Now he saw that she had something to tell him. ”Nothing went wrong last night after I left, I hope.”

”Oh, not wrong,” Miss Wollaston conceded, ”only the Whitneys went of course, when you did and the Byrnes, and Wallace Hood, but Portia Stanton and that new husband of hers stayed. It was his doing, I suppose. You might have thought he was waiting all the evening for just that thing to happen. They went up to Paula's studio--Paula invited me, of course, but I excused myself--and they played and sang until nearly two o'clock this morning. It was all perfectly natural, I suppose. And still I did think that Paula might have sung earlier, down in the drawing-room when you asked her to.”

”She was perfectly right to refuse.” He caught his sister up rather short on that, ”I shouldn't have asked her. It was very soon after dinner. They weren't a musical crowd anyway, except Novelli. It's utterly unfair to expect a person like Paula to perform unless she happens to be in the mood for it. At that she's extremely amiable about it; never refuses unless she has some real reason. What her reason was last night, I don't know, but you may be perfectly sure it was sufficient.”

He would have realized that he was protesting too much even if he had not read that comment in his sister's face. But somehow he couldn't have pulled himself up but for old Nat's appearance with the platter of ham and eggs and the first installment of the wheat cakes. He was really hungry and he settled down to them in silence.

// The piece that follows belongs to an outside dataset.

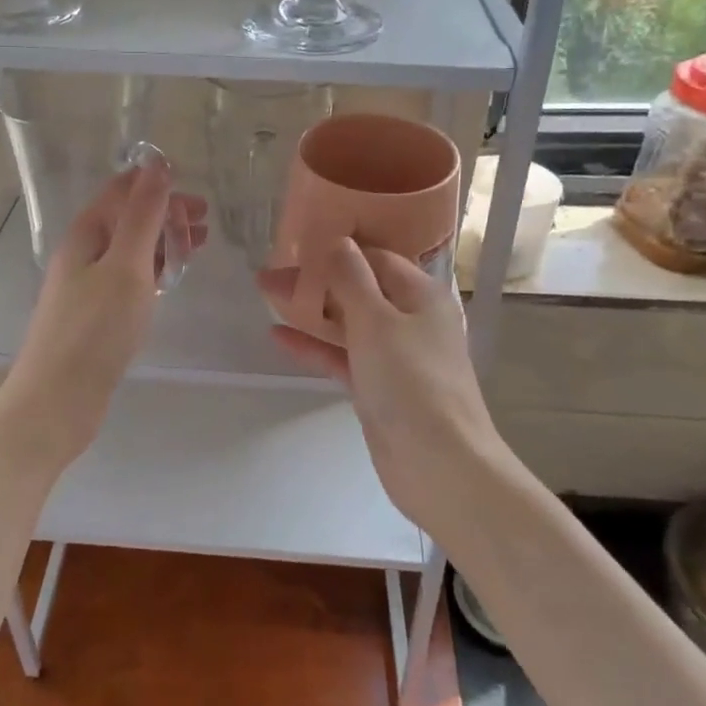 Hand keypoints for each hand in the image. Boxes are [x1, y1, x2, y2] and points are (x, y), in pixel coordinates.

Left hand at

And, watching him between the little bites of dry toast and sips of coffee, Miss Wollaston talked about Portia Stanton. Everybody, indeed, was talking about Portia these days but Miss Wollaston had a special privilege. She had known Portia's mother rather well,--Naomi Rutledge Stanton, the suffrage leader, she was--and she had always liked and admired Portia; liked her better than the younger and more sensational daughter, Rose.

Miss Wollaston hoped, hoped with all her heart that Portia had not made a tragic mistake in this matter of her marriage. She couldn't herself quite see how a sensible girl like Portia could have done anything so reckless as to marry a romantic young Italian pianist, ten years at least her junior. It couldn't be denied that the experiment seemed to have worked well so far. Portia certainly seemed happy enough last night; contented. There was a sort of glow about her there never was before. But the question was how long would it last. How long would it be before those big brown Italian eyes began looking soulfully at somebody else; somebody more....

It was here that Miss Wollaston chopped herself off short, hearing--this time it was no false alarm--Paula's step in the hall. She'd have been amazed, scandalized, profoundly indignant, dear good-hearted lady that she was, had some expert in the psychology of the unconscious pointed out to her that the reason she had begun talking about Portia was that it gave her an outlet for expressing her misgivings about her own brother's marriage. Paula, of course, was a different thing altogether.